Em 2015 os portugueses ainda vão pagar sobretaxa de IRS na totalidade, mas o Governo promete devolver o que puder em 2016. Tudo dependerá da receita fiscal que o Estado conseguir arrecadar no ano que vem, especialmente da que resulta do combate à fraude e evasão fiscal. 

Sobretaxa do IRS mantém-se em 3,5%, mas pode haver reembolso 

Este ano o combate à fraude e evasão deverá render 900 milhões de euros, mas o Governo está otimista e espera que, no ano que vem, o encaixe cresça 30% e chegue aos 1200 milhões. Uma vez que a sobretaxa vale 800 milhões, se tudo correr como o esperado, haverá margem para devolver uma parte da sobretaxa. E se as expetativas forem superadas, como aconteceu este ano, a maior será maior, e a devolução também.

Tomando como exemplo um contribuinte com um salário bruto de 800 euros, se o Governo devolver um ponto da sobretaxa, em 2016 vai receber 41,30 euros. Se forem devolvidos dois pontos, recebe 82,60 euros. Mas se for devolvida a totalidade da sobretaxa, em 2016 este contribuinte receberá 144,55 euros.

Outro contribuinte com um salário bruto de 1500 euros receberá 139,30 euros, se o Governo devolver um ponto da sobretaxa, 278,60 euros se o Governo devolver dois pontos e 487,55 euros se for devolvida a totalidade da sobretaxa.
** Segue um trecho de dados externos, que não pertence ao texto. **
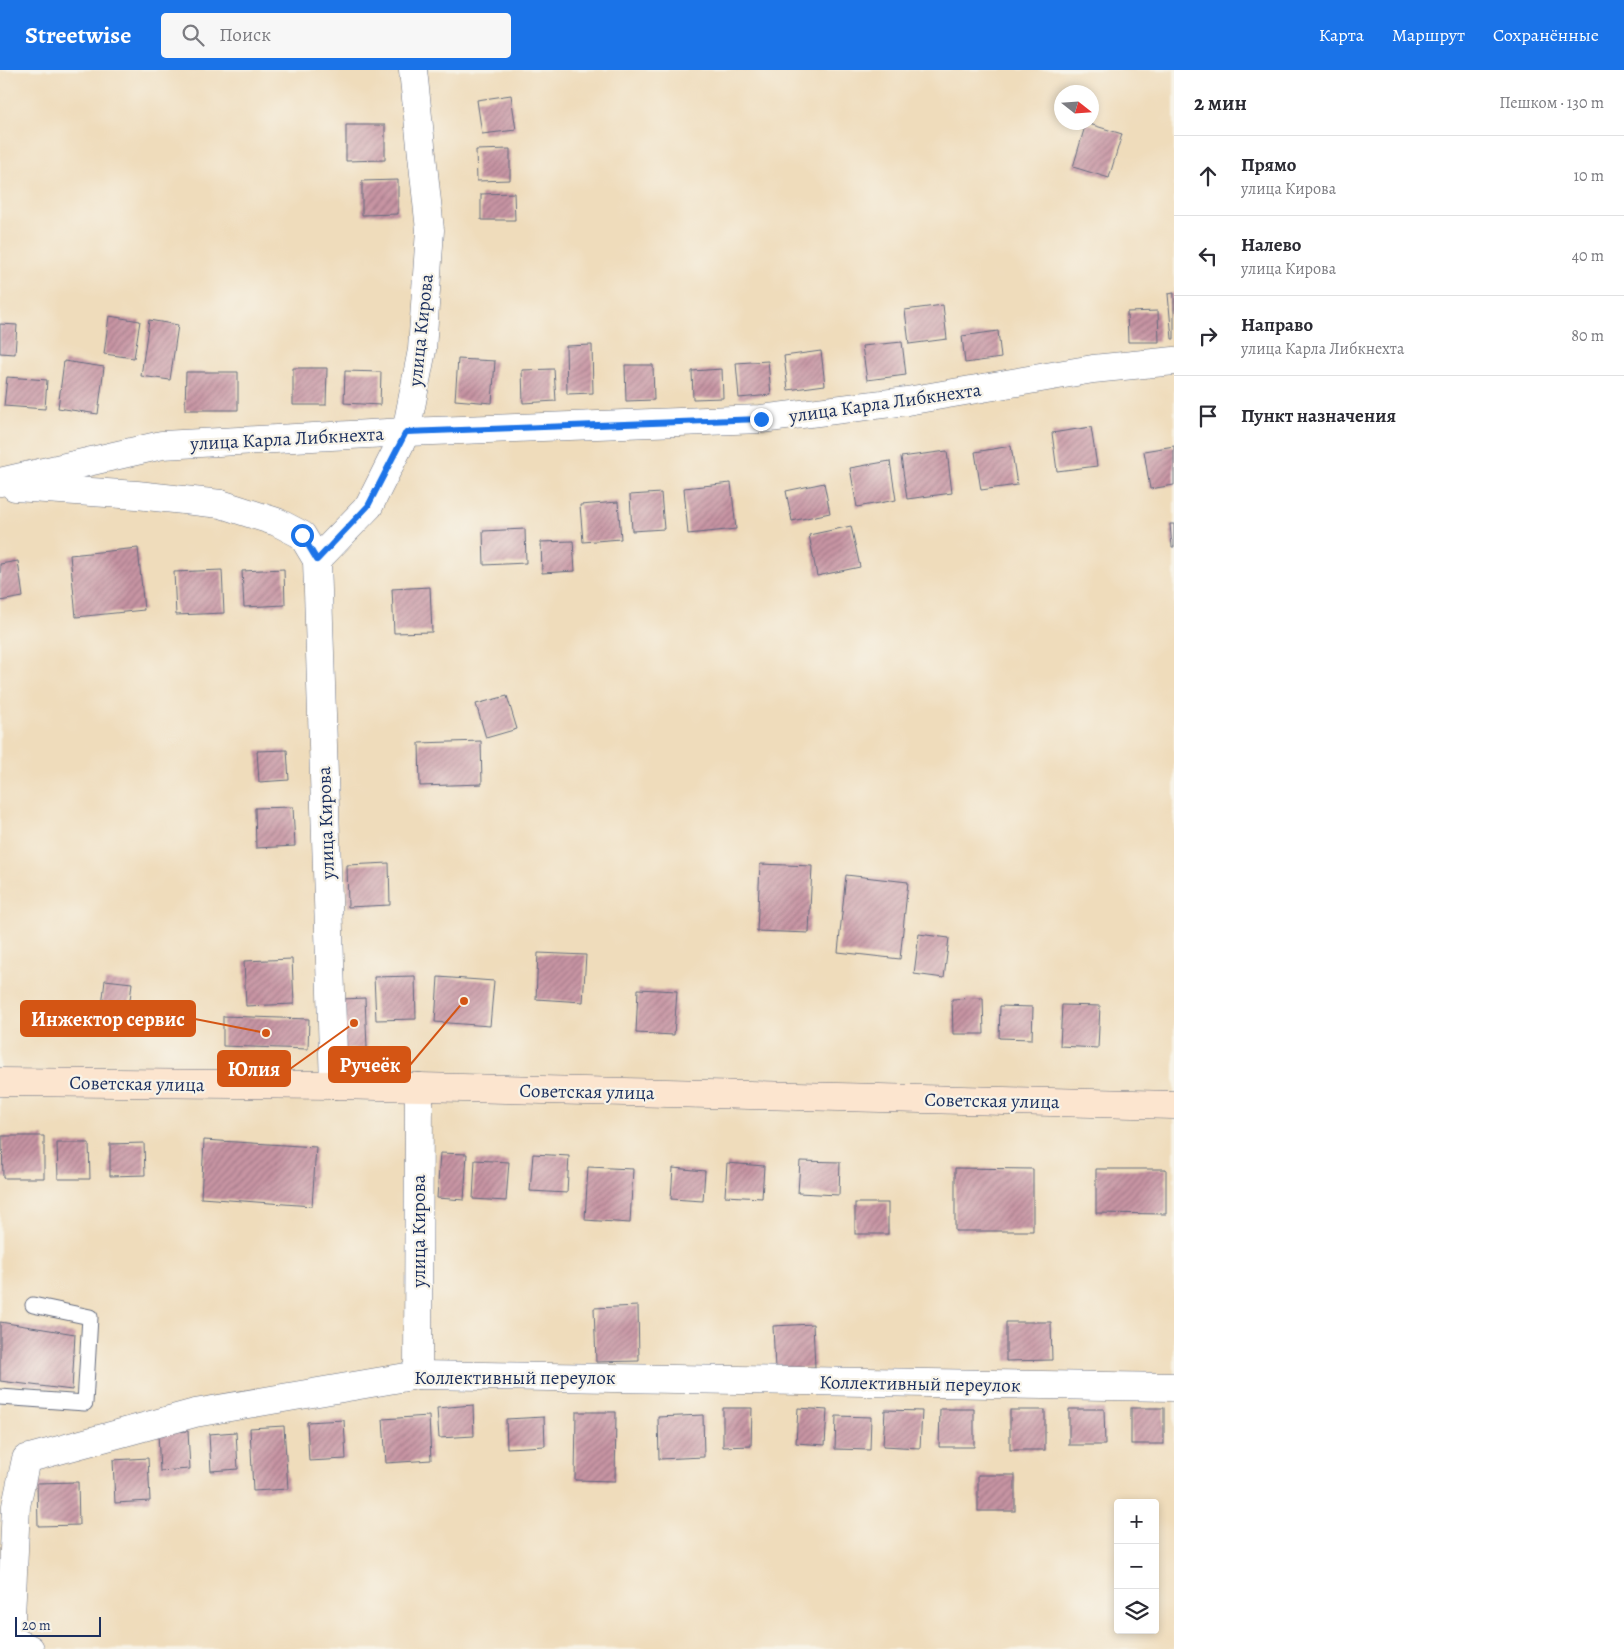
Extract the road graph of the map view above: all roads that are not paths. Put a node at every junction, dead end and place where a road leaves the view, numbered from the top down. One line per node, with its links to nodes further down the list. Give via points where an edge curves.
1 (413, 70): 3 (street, улица Кирова, via 430,230 422,350)
2 (1174, 361): 3 (street, улица Карла Либкнехта, via 1093,369 907,401 761,419)
3 (406, 432): 4 (street, улица Карла Либкнехта, via 162,445); 6 (street, улица Кирова, via 368,506)
4 (0, 482)
5 (0, 486): 6 (street, улица Кирова, via 221,504 277,522 302,535)
6 (317, 560): 8 (street, улица Кирова)
7 (0, 1082): 8 (main road, Советская улица)
8 (334, 1085): 9 (main road, Советская улица)
9 (419, 1087): 10 (main road, Советская улица); 12 (street, улица Кирова)
10 (1174, 1105)
11 (33, 1305): 14 (lane, via 90,1317 85,1402)
12 (418, 1375): 13 (street, Коллективный переулок); 15 (street, Коллективный переулок, via 195,1413 26,1459 16,1506)
13 (1174, 1387)
14 (0, 1397)
15 (13, 1642)

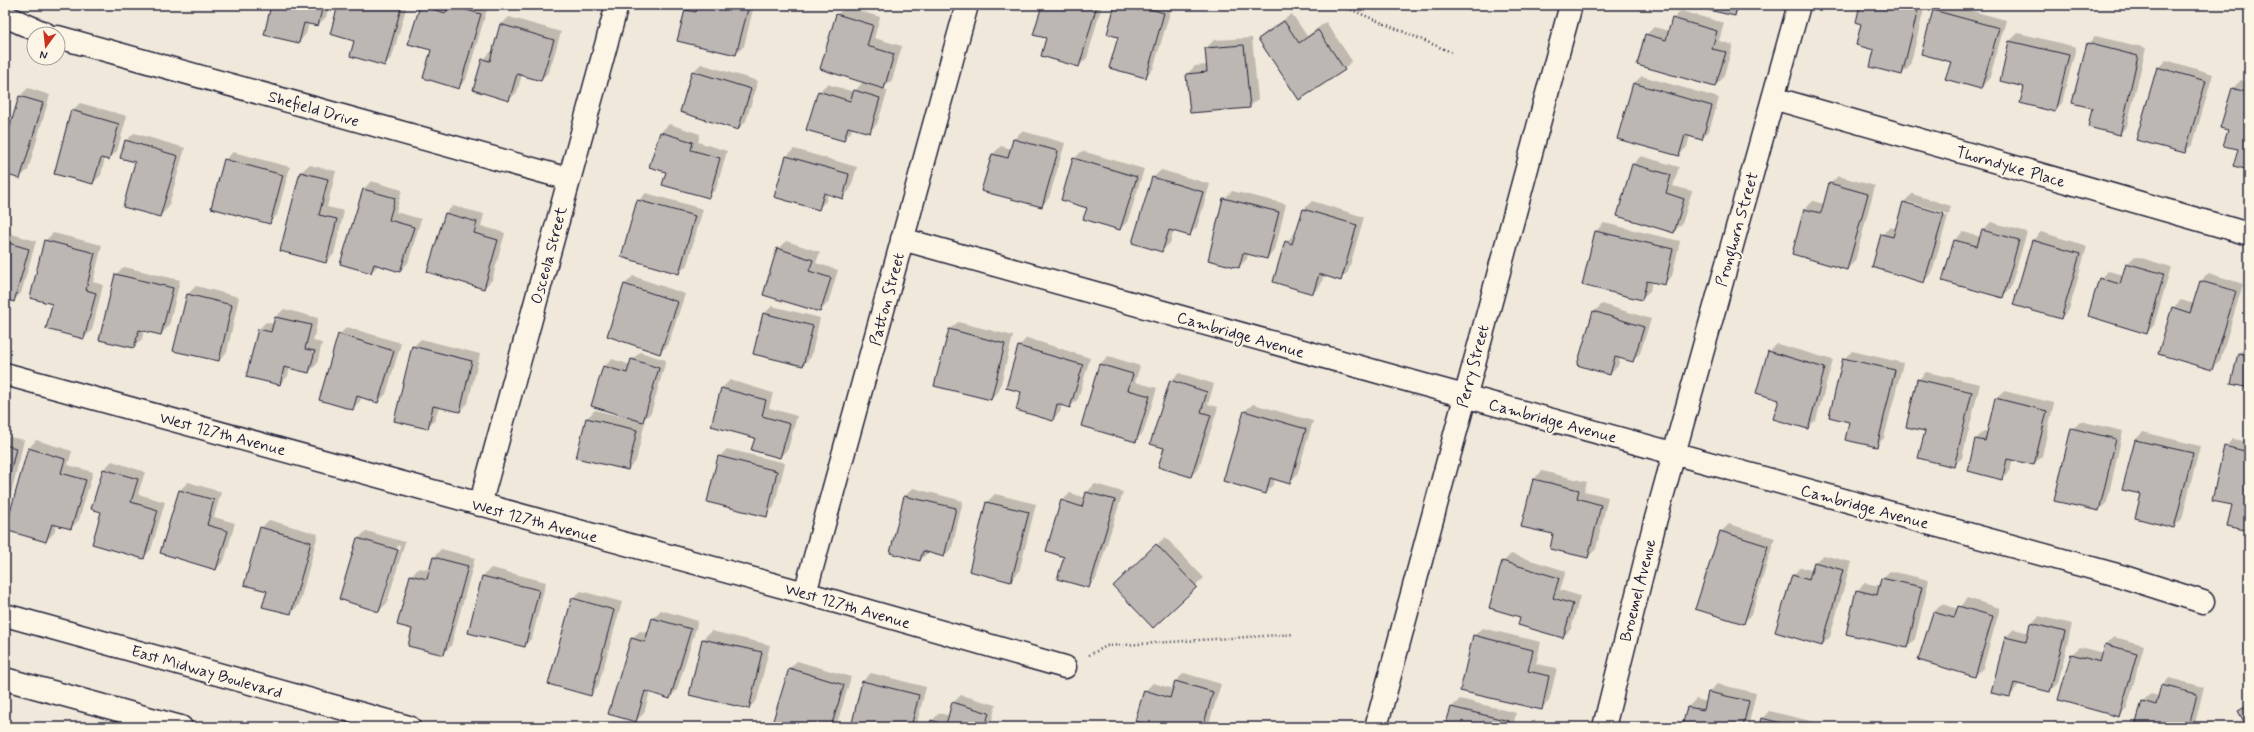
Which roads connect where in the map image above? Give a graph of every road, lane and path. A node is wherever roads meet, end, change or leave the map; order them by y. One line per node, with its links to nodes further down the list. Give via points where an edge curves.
1 (617, 5): 11 (street, Osceola Street)
2 (967, 5): 13 (street, Patton Street)
3 (1340, 5): 9 (path)
4 (1571, 5): 15 (street, Perry Street)
5 (1799, 5): 10 (street, Pronghorn Street)
6 (5, 16): 7 (street)
7 (28, 26)
8 (66, 39): 11 (street, Shefield Drive)
9 (1451, 52)
10 (1773, 98): 12 (street, Thorndyke Place); 16 (street, Pronghorn Street)
11 (569, 179): 17 (street, Osceola Street)
12 (2249, 234)
13 (902, 239): 15 (street, Cambridge Avenue); 18 (street, Patton Street)
14 (5, 374): 17 (street, West 127th Avenue)
15 (1464, 396): 16 (street, Cambridge Avenue); 26 (street, Perry Street)
16 (1674, 454): 19 (street, Cambridge Avenue, via 2121,576); 27 (street, Broemel Avenue)
17 (480, 505): 18 (street, West 127th Avenue)
18 (805, 593): 22 (street, West 127th Avenue)
19 (2204, 602)
20 (5, 615): 25 (street, East Midway Boulevard)
21 (1294, 634): 22 (path, via 1107,646)
22 (1065, 667)
23 (5, 679): 24 (street)
24 (181, 727)
25 (408, 727)
26 (1376, 727)
27 (1604, 727)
Na prática, os portugueses vão fazer uma espécie de empréstimo forçado ao Fisco durante um ano. As Finanças devolvem em 2016, depois dos portugueses entregarem as declarações de IRS de 2015. Quando chegar a altura de fazer os acertos, quem tiver direito a reembolso, receberá uma quantia maior. Quem tiver de pagar, pagará menos.